Copy, from the data below, every line that has "银洞桥西路" in it.
[PROVIDED RECORDS Boundary: Start]
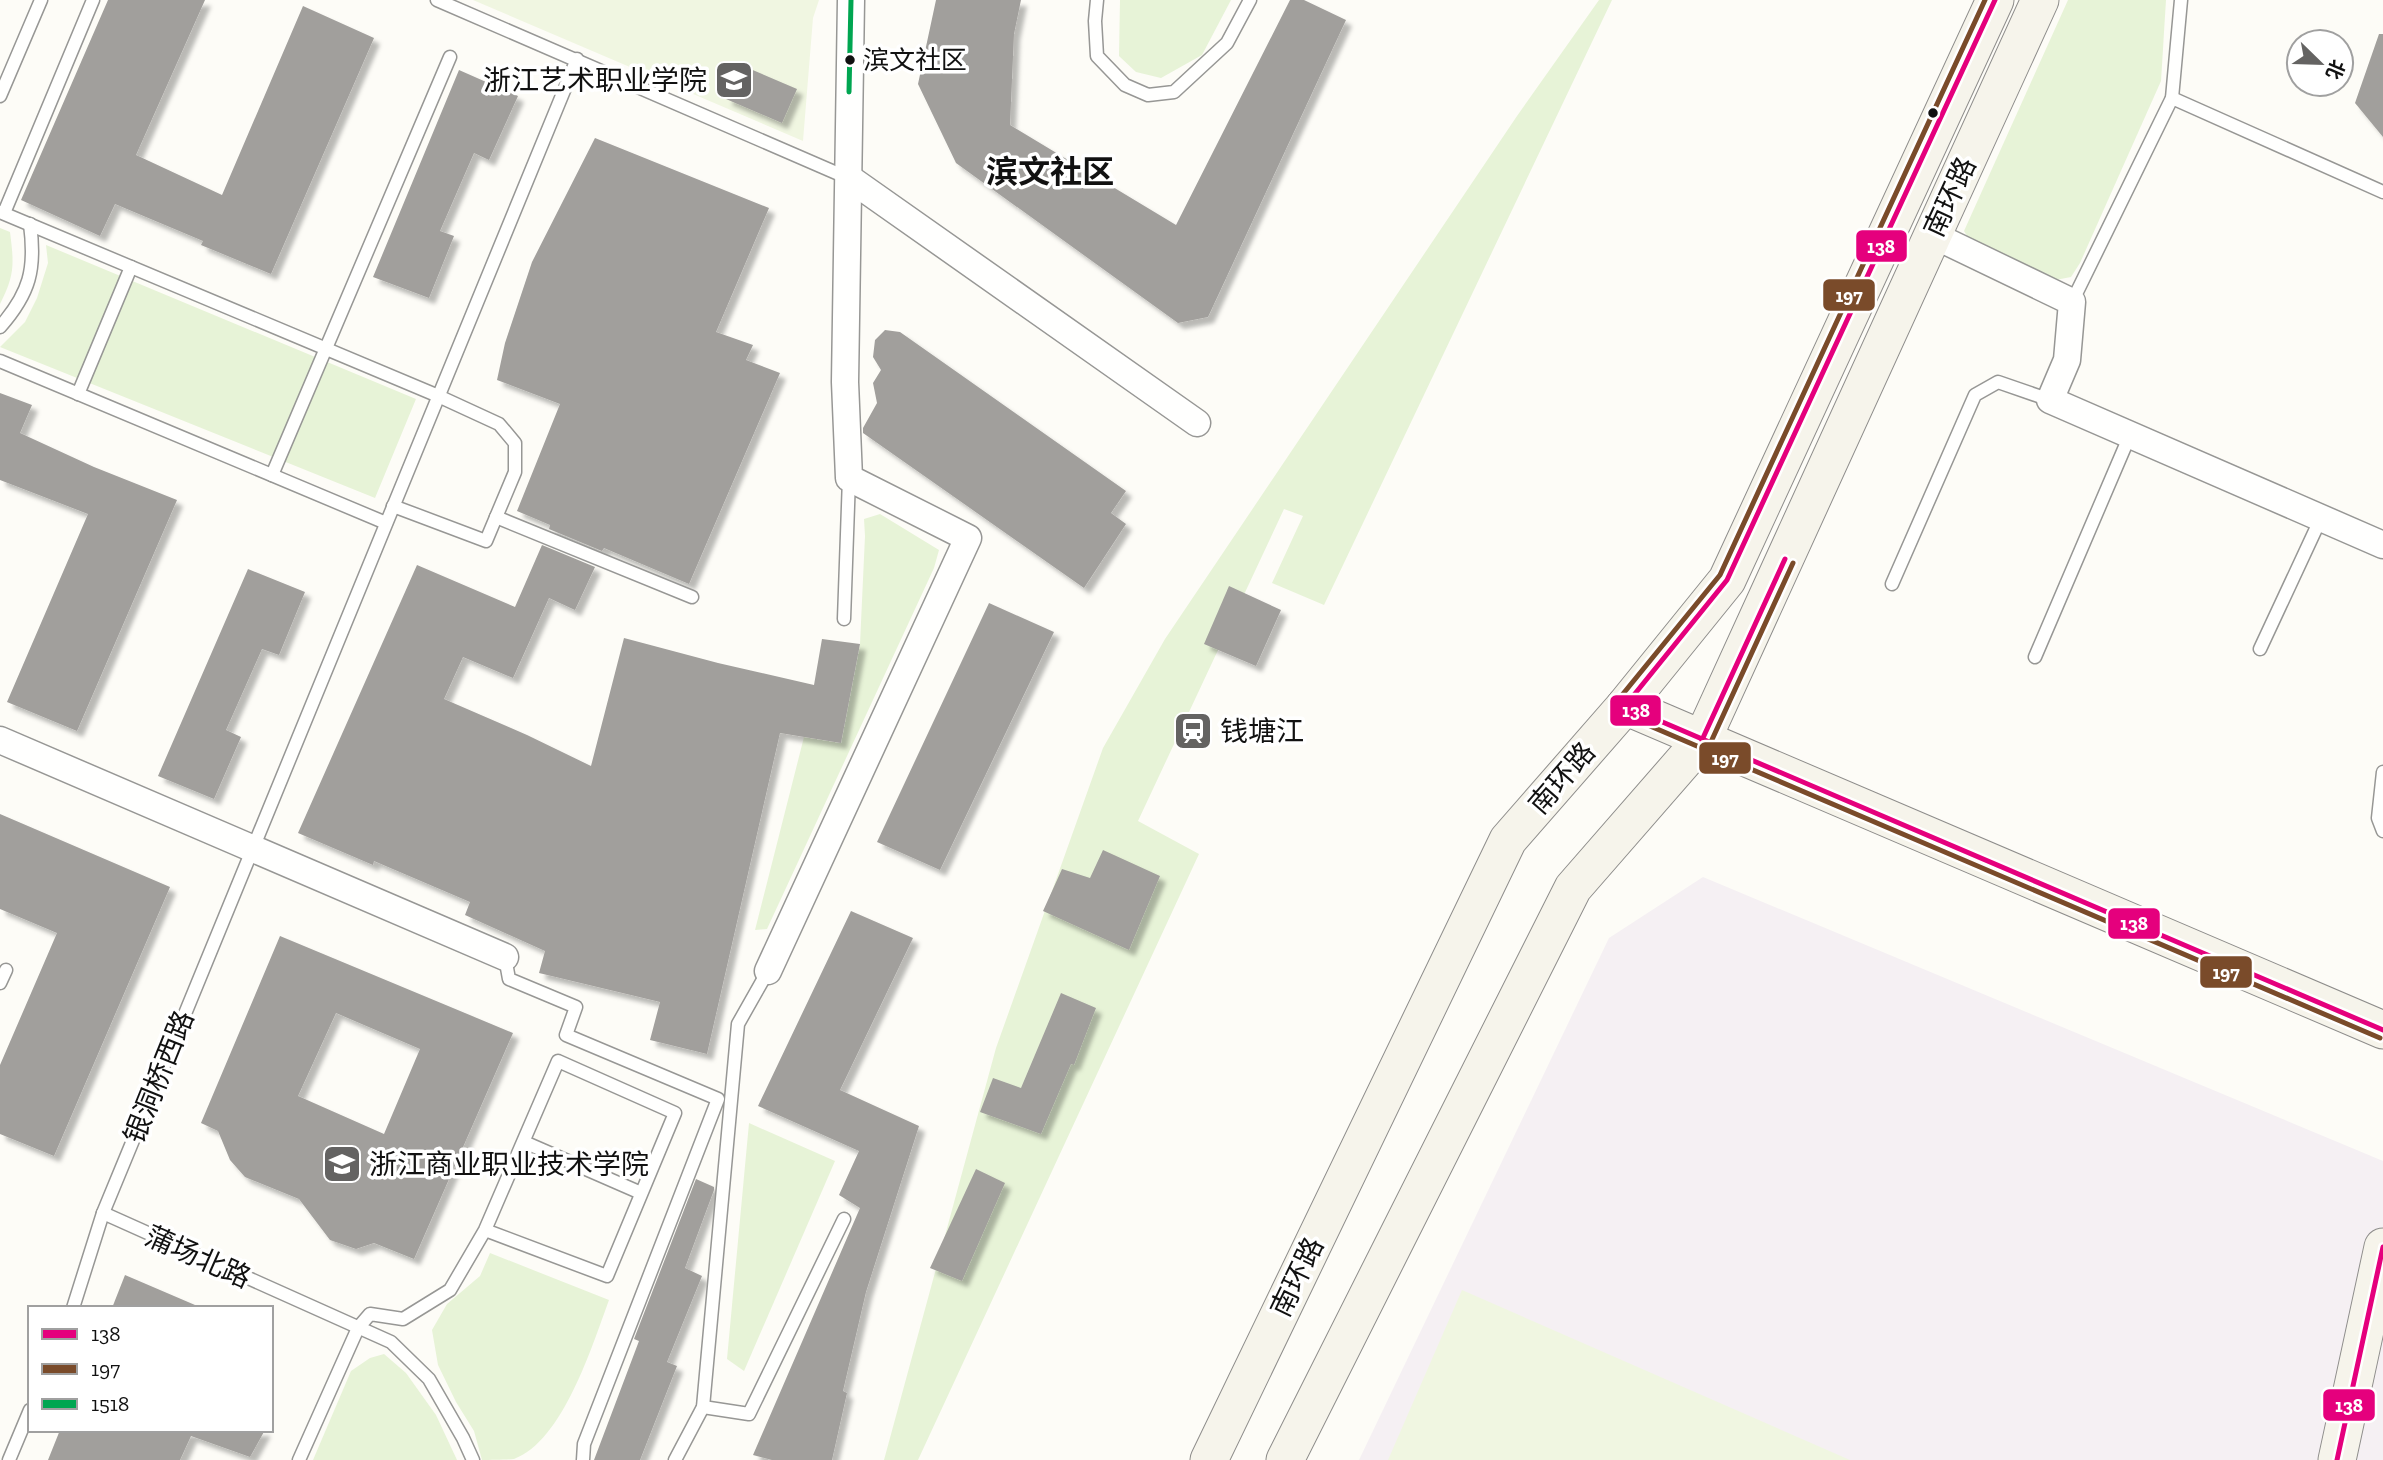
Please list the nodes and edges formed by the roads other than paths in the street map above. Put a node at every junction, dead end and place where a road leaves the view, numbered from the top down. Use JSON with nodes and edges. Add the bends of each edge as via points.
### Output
{"nodes":[{"id":1,"x":41,"y":0,"type":"edge"},
{"id":2,"x":93,"y":0,"type":"edge"},
{"id":3,"x":437,"y":0,"type":"edge"},
{"id":4,"x":851,"y":0,"type":"edge"},
{"id":5,"x":1097,"y":0,"type":"edge"},
{"id":6,"x":1250,"y":0,"type":"edge"},
{"id":7,"x":1996,"y":0,"type":"edge"},
{"id":8,"x":2040,"y":0,"type":"edge"},
{"id":9,"x":2181,"y":0,"type":"edge"},
{"id":10,"x":450,"y":57,"type":"dead end"},
{"id":11,"x":576,"y":59,"type":"junction"},
{"id":12,"x":0,"y":96,"type":"edge"},
{"id":13,"x":2172,"y":98,"type":"junction"},
{"id":14,"x":849,"y":178,"type":"junction"},
{"id":15,"x":2383,"y":192,"type":"edge"},
{"id":16,"x":2,"y":212,"type":"edge"},
{"id":17,"x":30,"y":224,"type":"junction"},
{"id":18,"x":1933,"y":235,"type":"junction"},
{"id":19,"x":131,"y":267,"type":"junction"},
{"id":20,"x":2072,"y":302,"type":"junction"},
{"id":21,"x":0,"y":327,"type":"edge"},
{"id":22,"x":325,"y":349,"type":"junction"},
{"id":23,"x":0,"y":361,"type":"edge"},
{"id":24,"x":78,"y":394,"type":"junction"},
{"id":25,"x":436,"y":395,"type":"junction"},
{"id":26,"x":2050,"y":400,"type":"junction"},
{"id":27,"x":1197,"y":423,"type":"dead end"},
{"id":28,"x":2130,"y":435,"type":"junction"},
{"id":29,"x":272,"y":475,"type":"junction"},
{"id":30,"x":849,"y":478,"type":"junction"},
{"id":31,"x":393,"y":506,"type":"junction"},
{"id":32,"x":496,"y":517,"type":"junction"},
{"id":33,"x":2321,"y":518,"type":"junction"},
{"id":34,"x":386,"y":523,"type":"junction"},
{"id":35,"x":2383,"y":545,"type":"edge"},
{"id":36,"x":1892,"y":584,"type":"dead end"},
{"id":37,"x":692,"y":597,"type":"dead end"},
{"id":38,"x":844,"y":619,"type":"dead end"},
{"id":39,"x":2260,"y":649,"type":"dead end"},
{"id":40,"x":2035,"y":657,"type":"dead end"},
{"id":41,"x":1625,"y":706,"type":"junction"},
{"id":42,"x":0,"y":740,"type":"edge"},
{"id":43,"x":1702,"y":740,"type":"junction"},
{"id":44,"x":2383,"y":772,"type":"edge"},
{"id":45,"x":2383,"y":831,"type":"edge"},
{"id":46,"x":253,"y":849,"type":"junction"},
{"id":47,"x":505,"y":957,"type":"joint"},
{"id":48,"x":6,"y":970,"type":"dead end"},
{"id":49,"x":768,"y":971,"type":"joint"},
{"id":50,"x":0,"y":982,"type":"edge"},
{"id":51,"x":2383,"y":1030,"type":"edge"},
{"id":52,"x":524,"y":1142,"type":"junction"},
{"id":53,"x":641,"y":1193,"type":"junction"},
{"id":54,"x":103,"y":1213,"type":"junction"},
{"id":55,"x":844,"y":1219,"type":"dead end"},
{"id":56,"x":485,"y":1230,"type":"junction"},
{"id":57,"x":2383,"y":1247,"type":"edge"},
{"id":58,"x":74,"y":1306,"type":"edge"},
{"id":59,"x":358,"y":1328,"type":"junction"},
{"id":60,"x":703,"y":1408,"type":"junction"},
{"id":61,"x":28,"y":1415,"type":"edge"},
{"id":62,"x":9,"y":1460,"type":"edge"},
{"id":63,"x":299,"y":1460,"type":"edge"},
{"id":64,"x":472,"y":1460,"type":"edge"},
{"id":65,"x":583,"y":1460,"type":"edge"},
{"id":66,"x":674,"y":1460,"type":"edge"},
{"id":67,"x":1209,"y":1460,"type":"edge"},
{"id":68,"x":1285,"y":1460,"type":"edge"},
{"id":69,"x":2337,"y":1460,"type":"edge"}],
"edges":[{"from":1,"to":12,"type":"lane"},
{"from":2,"to":16,"type":"lane"},
{"from":3,"to":11,"type":"lane"},
{"from":4,"to":14,"type":"street"},
{"from":5,"to":6,"type":"lane","via":[[1097,56],[1125,85],[1148,95],[1174,92],[1227,43]]},
{"from":7,"to":41,"type":"main road","name":"南环路","via":[[1727,580]]},
{"from":8,"to":18,"type":"main road","name":"南环路"},
{"from":9,"to":13,"type":"lane"},
{"from":10,"to":22,"type":"lane"},
{"from":11,"to":14,"type":"lane"},
{"from":11,"to":25,"type":"lane","name":"银洞桥西路"},
{"from":13,"to":15,"type":"lane"},
{"from":13,"to":20,"type":"lane"},
{"from":14,"to":27,"type":"street"},
{"from":14,"to":30,"type":"street","via":[[845,382]]},
{"from":16,"to":17,"type":"lane"},
{"from":17,"to":19,"type":"lane"},
{"from":17,"to":21,"type":"lane","via":[[34,251],[27,289]]},
{"from":18,"to":20,"type":"street"},
{"from":18,"to":43,"type":"main road","name":"南环路"},
{"from":19,"to":22,"type":"lane"},
{"from":19,"to":24,"type":"lane"},
{"from":20,"to":26,"type":"street","via":[[2067,360]]},
{"from":22,"to":25,"type":"lane"},
{"from":22,"to":29,"type":"lane"},
{"from":23,"to":24,"type":"lane"},
{"from":24,"to":29,"type":"lane"},
{"from":25,"to":31,"type":"lane","name":"银洞桥西路"},
{"from":25,"to":32,"type":"lane","via":[[499,424],[515,443],[514,472]]},
{"from":26,"to":28,"type":"street"},
{"from":26,"to":36,"type":"lane","via":[[1998,382],[1975,395]]},
{"from":28,"to":33,"type":"street"},
{"from":28,"to":40,"type":"lane"},
{"from":29,"to":34,"type":"lane"},
{"from":30,"to":38,"type":"lane"},
{"from":30,"to":49,"type":"street","via":[[968,538]]},
{"from":31,"to":32,"type":"lane","via":[[486,541]]},
{"from":31,"to":34,"type":"lane","name":"银洞桥西路"},
{"from":32,"to":37,"type":"lane"},
{"from":33,"to":35,"type":"street"},
{"from":33,"to":39,"type":"lane"},
{"from":34,"to":46,"type":"lane","name":"银洞桥西路"},
{"from":41,"to":43,"type":"main road"},
{"from":41,"to":67,"type":"main road","name":"南环路","via":[[1508,841]]},
{"from":42,"to":46,"type":"street"},
{"from":43,"to":51,"type":"main road"},
{"from":43,"to":68,"type":"main road","name":"南环路","via":[[1573,888]]},
{"from":44,"to":45,"type":"lane","via":[[2378,818]]},
{"from":46,"to":47,"type":"street"},
{"from":46,"to":54,"type":"lane","name":"银洞桥西路"},
{"from":47,"to":65,"type":"lane","via":[[509,979],[576,1007],[566,1035],[718,1099],[584,1444]]},
{"from":48,"to":50,"type":"lane"},
{"from":49,"to":60,"type":"lane","via":[[738,1024]]},
{"from":52,"to":53,"type":"lane"},
{"from":52,"to":53,"type":"lane","via":[[558,1061],[675,1113]]},
{"from":52,"to":56,"type":"lane"},
{"from":53,"to":56,"type":"lane","via":[[607,1276]]},
{"from":54,"to":58,"type":"lane","name":"银洞桥西路"},
{"from":54,"to":59,"type":"lane","name":"蒲场北路"},
{"from":55,"to":60,"type":"lane","via":[[749,1415]]},
{"from":56,"to":59,"type":"lane","via":[[450,1290],[403,1319],[370,1314]]},
{"from":57,"to":69,"type":"main road"},
{"from":59,"to":63,"type":"lane"},
{"from":59,"to":64,"type":"lane","name":"蒲场北路","via":[[391,1342],[429,1379]]},
{"from":60,"to":66,"type":"lane"},
{"from":61,"to":62,"type":"lane"}]}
[PROVIDED RECORDS Boundary: End]
RESPONSE TO THE EXERCISE -
{"from":11,"to":25,"type":"lane","name":"银洞桥西路"},
{"from":25,"to":31,"type":"lane","name":"银洞桥西路"},
{"from":31,"to":34,"type":"lane","name":"银洞桥西路"},
{"from":34,"to":46,"type":"lane","name":"银洞桥西路"},
{"from":46,"to":54,"type":"lane","name":"银洞桥西路"},
{"from":54,"to":58,"type":"lane","name":"银洞桥西路"},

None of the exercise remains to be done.